Labor leader Bill Shorten became emotional as he lashed out at the media ahead of the closely fought May 18 election. PHOTO: DPA

SYDNEY (AFP) - The man tipped to become Australia's next prime minister pilloried the country's right-wing media on Wednesday (May 8) after an attack about his late mother that has turbocharged an already heated debate about press partisanship.

Decrying a "new low" in Australia's bare-knuckle politics, the usually phlegmatic Labor leader Bill Shorten became emotional as he lashed out at "bloody lazy" journalism and "gotcha sh*t" ahead of the closely fought May 18 election.

Like Britain and the United States - Australia's stridently right-wing media plays a prominent role in political life.

But some experts, like communications professor Tony Walker of La Trobe University, have accused titles owned by mogul Rupert Murdoch of taking a "battering-ram approach" during this febrile campaign season.

"(They) have stepped up the war against the Labor Party since the election was called," he wrote in a recent commentary.

The group's front pages and TV commentaries have echoed and amplified ruling Liberal party campaign messaging that targets Mr Shorten - a former union leader whose party is a few percentage points ahead in the polls.

The confrontation reached a peak on Wednesday when Sydney tabloid The Daily Telegraph accused Mr Shorten of misleading voters about his dead mother's life, in a front-page splash that carried the block-caps headline "Mother of invention."

Mr Shorten had told the story of how his mother had been forced to defer her dreams of being a lawyer to help her family, which the Daily Telegraph suggested was misleading because she did eventually attend the bar in her 50s.

"Who do some people in News Corp - and it's not all the journalists I make that very clear - who do some of these lazy people think they are?" Mr Shorten railed after being asked about the piece, his voice cracking with emotion.

"They play gotcha sh*t about your life story, and more importantly my mum's."

The tabloid is a News Corp Australia publication, a branch of Mr Rupert Murdoch's global media empire which also includes America's influential Fox News and Britain's The Sun.

Daily Telegraph writer Anna Caldwell defended the story, telling Mr Murdoch's Sky News it "in no way, shape, or form was an attack on Bill Shorten's mother".

CHANGING TIMES?

It is not the first spat between Australia's left-leaning leaders and Mr Murdoch's notoriously combative press, but it may prove to be one of the most consequential.

The mogul has occasionally backed leaders from the centre-left - most notably Mr Tony Blair - but only when the political writing was on the wall for conservative contenders.

Even his high-brow titles have become more overtly political over the years, according to Ms Margot Saville, a journalist who joined The Australian as a cadet in 1987.

"It was still very much the paper of record," she said, noting a shift towards more opinion. "It changed a lot."

Similarly, Australia's leftist leaders have usually held their tongue about Mr Murdoch until long after the end of their political life.
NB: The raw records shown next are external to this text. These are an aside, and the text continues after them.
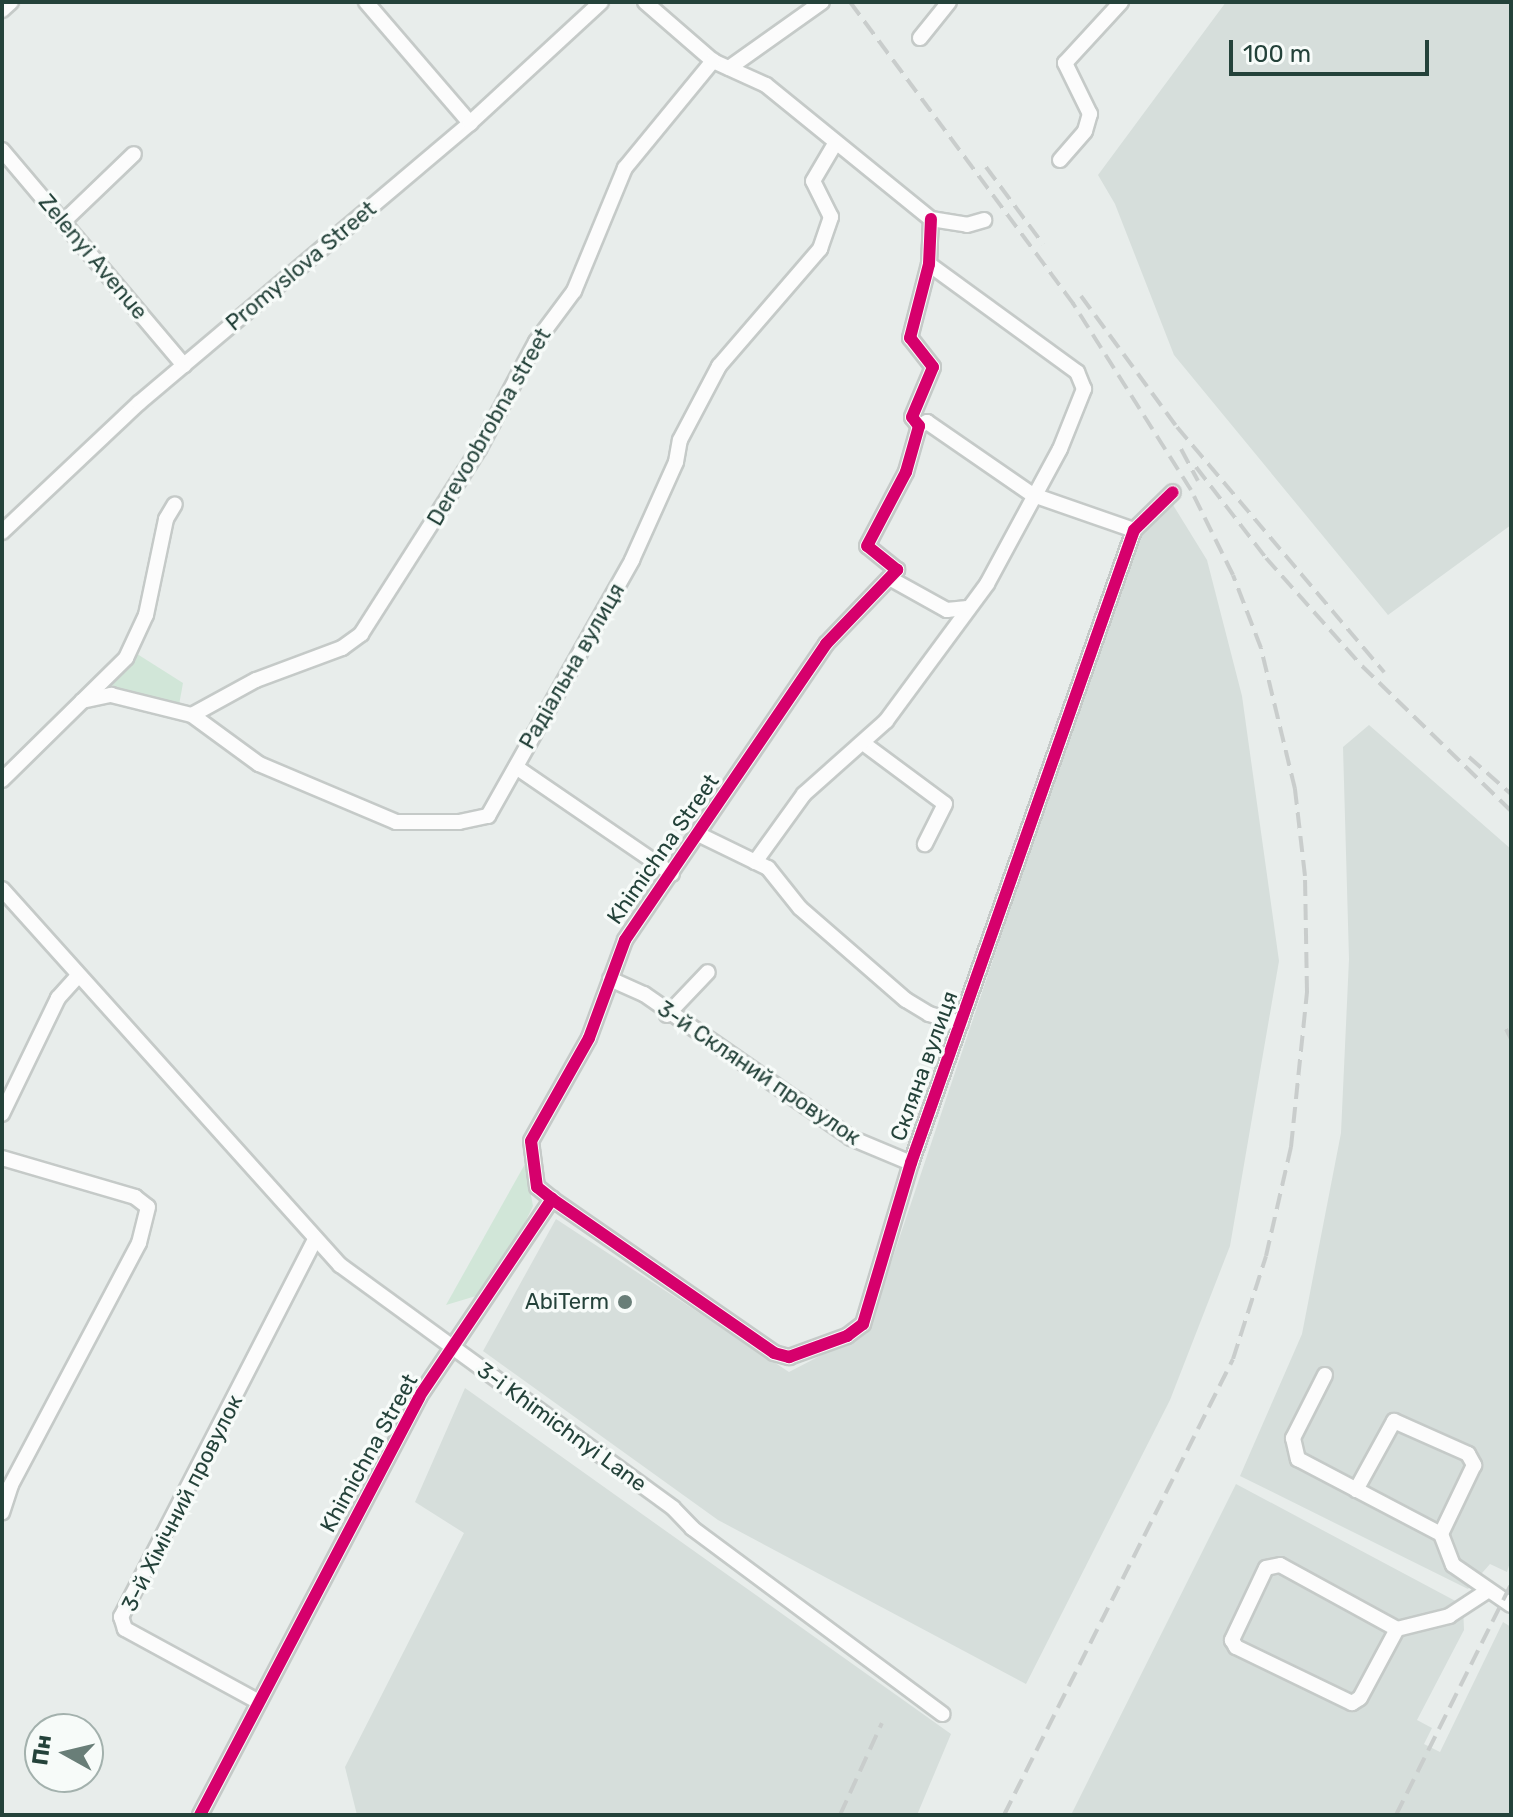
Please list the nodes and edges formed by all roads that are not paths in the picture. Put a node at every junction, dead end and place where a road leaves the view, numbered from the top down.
1 (11, 2) edge
2 (366, 2) edge
3 (601, 2) edge
4 (645, 2) edge
5 (822, 2) edge
6 (949, 2) edge
7 (1121, 2) edge
8 (2, 10) edge
9 (920, 38) dead end
10 (713, 61) junction
11 (729, 68) junction
12 (470, 123) junction
13 (836, 142) junction
14 (2, 150) edge
15 (134, 154) dead end
16 (1060, 160) dead end
17 (931, 219) junction
18 (984, 220) dead end
19 (63, 222) junction
20 (929, 264) junction
21 (184, 365) junction
22 (919, 426) junction
23 (1173, 492) dead end
24 (1033, 495) junction
25 (175, 504) dead end
26 (1134, 530) junction
27 (2, 532) edge
28 (891, 579) junction
29 (965, 608) junction
30 (82, 701) junction
31 (192, 715) junction
32 (863, 743) junction
33 (516, 767) junction
34 (2, 780) edge
35 (700, 835) junction
36 (925, 844) dead end
37 (755, 862) junction
38 (672, 874) junction
39 (2, 889) edge
40 (708, 972) dead end
41 (77, 977) junction
42 (610, 979) junction
43 (667, 1015) junction
44 (961, 1023) junction
45 (2, 1114) edge
46 (2, 1158) edge
47 (911, 1163) junction
48 (552, 1199) junction
49 (314, 1241) junction
50 (453, 1348) junction
51 (1325, 1375) dead end
52 (1356, 1490) junction
53 (2, 1513) edge
54 (1441, 1534) junction
55 (1487, 1591) junction
56 (1511, 1605) edge
57 (1397, 1629) junction
58 (259, 1702) junction
59 (942, 1714) dead end
60 (200, 1815) edge

1 - 8 street
2 - 12 street
3 - 12 street, Promyslova Street
4 - 10 street
5 - 11 street
6 - 9 street
7 - 16 street
10 - 11 street
10 - 31 street, Derevoobrobna street
11 - 13 street
12 - 21 street, Promyslova Street
13 - 17 street
13 - 33 street, Радіальна вулиця
14 - 19 street, Zelenyi Avenue
15 - 19 street
17 - 18 street
17 - 20 street
19 - 21 street, Zelenyi Avenue
20 - 22 street
20 - 24 street
21 - 27 street, Promyslova Street
22 - 24 street
22 - 28 street
23 - 26 street, Скляна вулиця
24 - 26 street
24 - 29 street
25 - 30 street
26 - 44 street, Скляна вулиця
28 - 29 street
28 - 35 street, Khimichna Street
29 - 32 street
30 - 31 street, Радіальна вулиця
30 - 34 street
31 - 33 street, Радіальна вулиця
32 - 36 street
32 - 37 street
33 - 38 street
35 - 37 street
35 - 38 street, Khimichna Street
37 - 44 street
38 - 42 street, Khimichna Street
39 - 41 street, 3-i Khimichnyi Lane
40 - 43 street
41 - 45 street
41 - 49 street, 3-i Khimichnyi Lane
42 - 43 street, 3-й Скляний провулок
42 - 48 street, Khimichna Street
43 - 47 street, 3-й Скляний провулок
44 - 47 street, Скляна вулиця
46 - 53 street
47 - 48 street, Скляна вулиця
48 - 50 street, Khimichna Street
49 - 50 street, 3-i Khimichnyi Lane
49 - 58 street, 3-й Хімічний провулок
50 - 58 street, Khimichna Street
50 - 59 street, 3-i Khimichnyi Lane
51 - 52 street
52 - 54 street
52 - 54 street
54 - 55 street
55 - 56 street
55 - 57 street
57 - 57 street
58 - 60 street, Khimichna Street

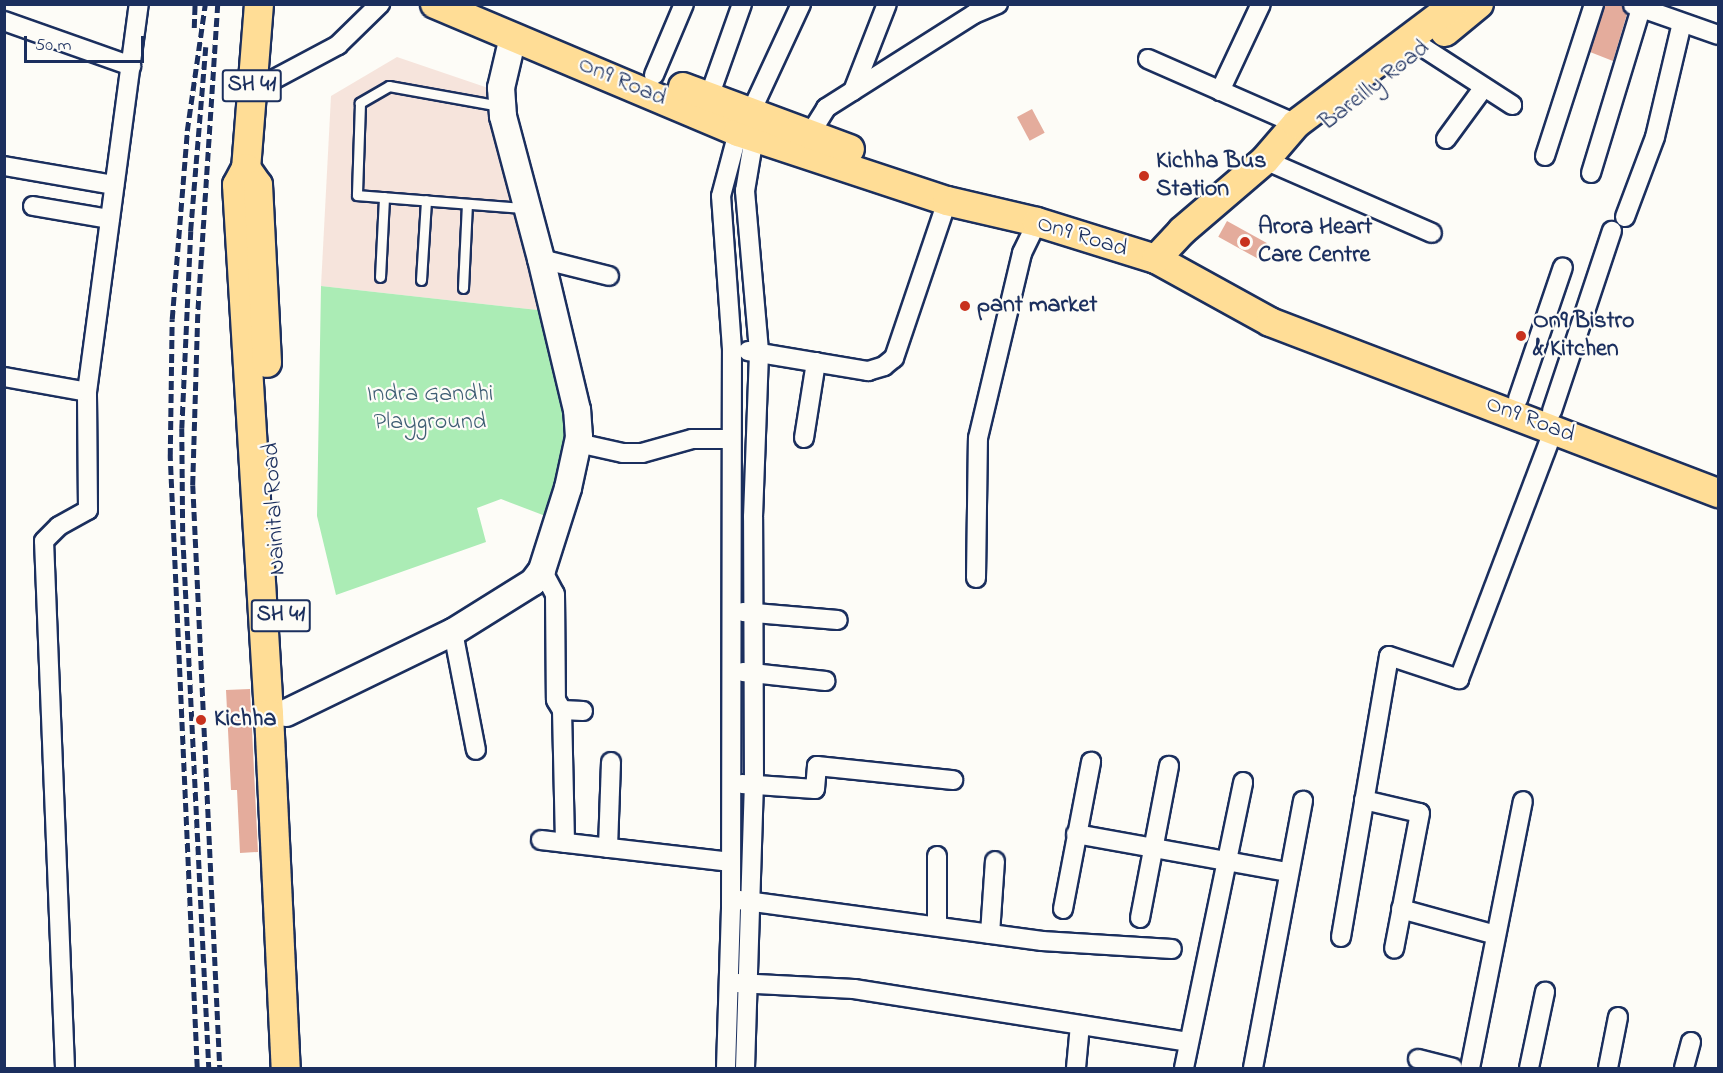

Former Australian prime minister Kevin Rudd sought and received his support when running for office, but last year described him as "the greatest cancer on the Australian democracy".

"Murdoch is not just a news organisation. Murdoch operates as a political party, acting in pursuit of clearly defined commercial interests, in addition to his far-right ideological world view," Mr Rudd claimed.

Few would doubt that Mr Shorten's tears were real, but there is also little doubt he seized a political moment.

His response is symbolic of a growing sense among some on Australia's left that Mr Murdoch's once-feared machine has lost touch with mainstream voters and is vulnerable - even as President Donald Trump and Brexit backers reap the rewards of his support.

Mr Shorten is the first leader in decades not to seek Mr Murdoch's endorsement.

Throughout his career, the 51-year-old has often been accused of being bland and uninspiring, but not after his furious attack on News Corp.

"This is certainly not the first time a Labor leader has had a bash at the Murdoch media in a recent campaign," said Dr Michelle Grattan of the University of Canberra.

"But it was probably one of the more effective."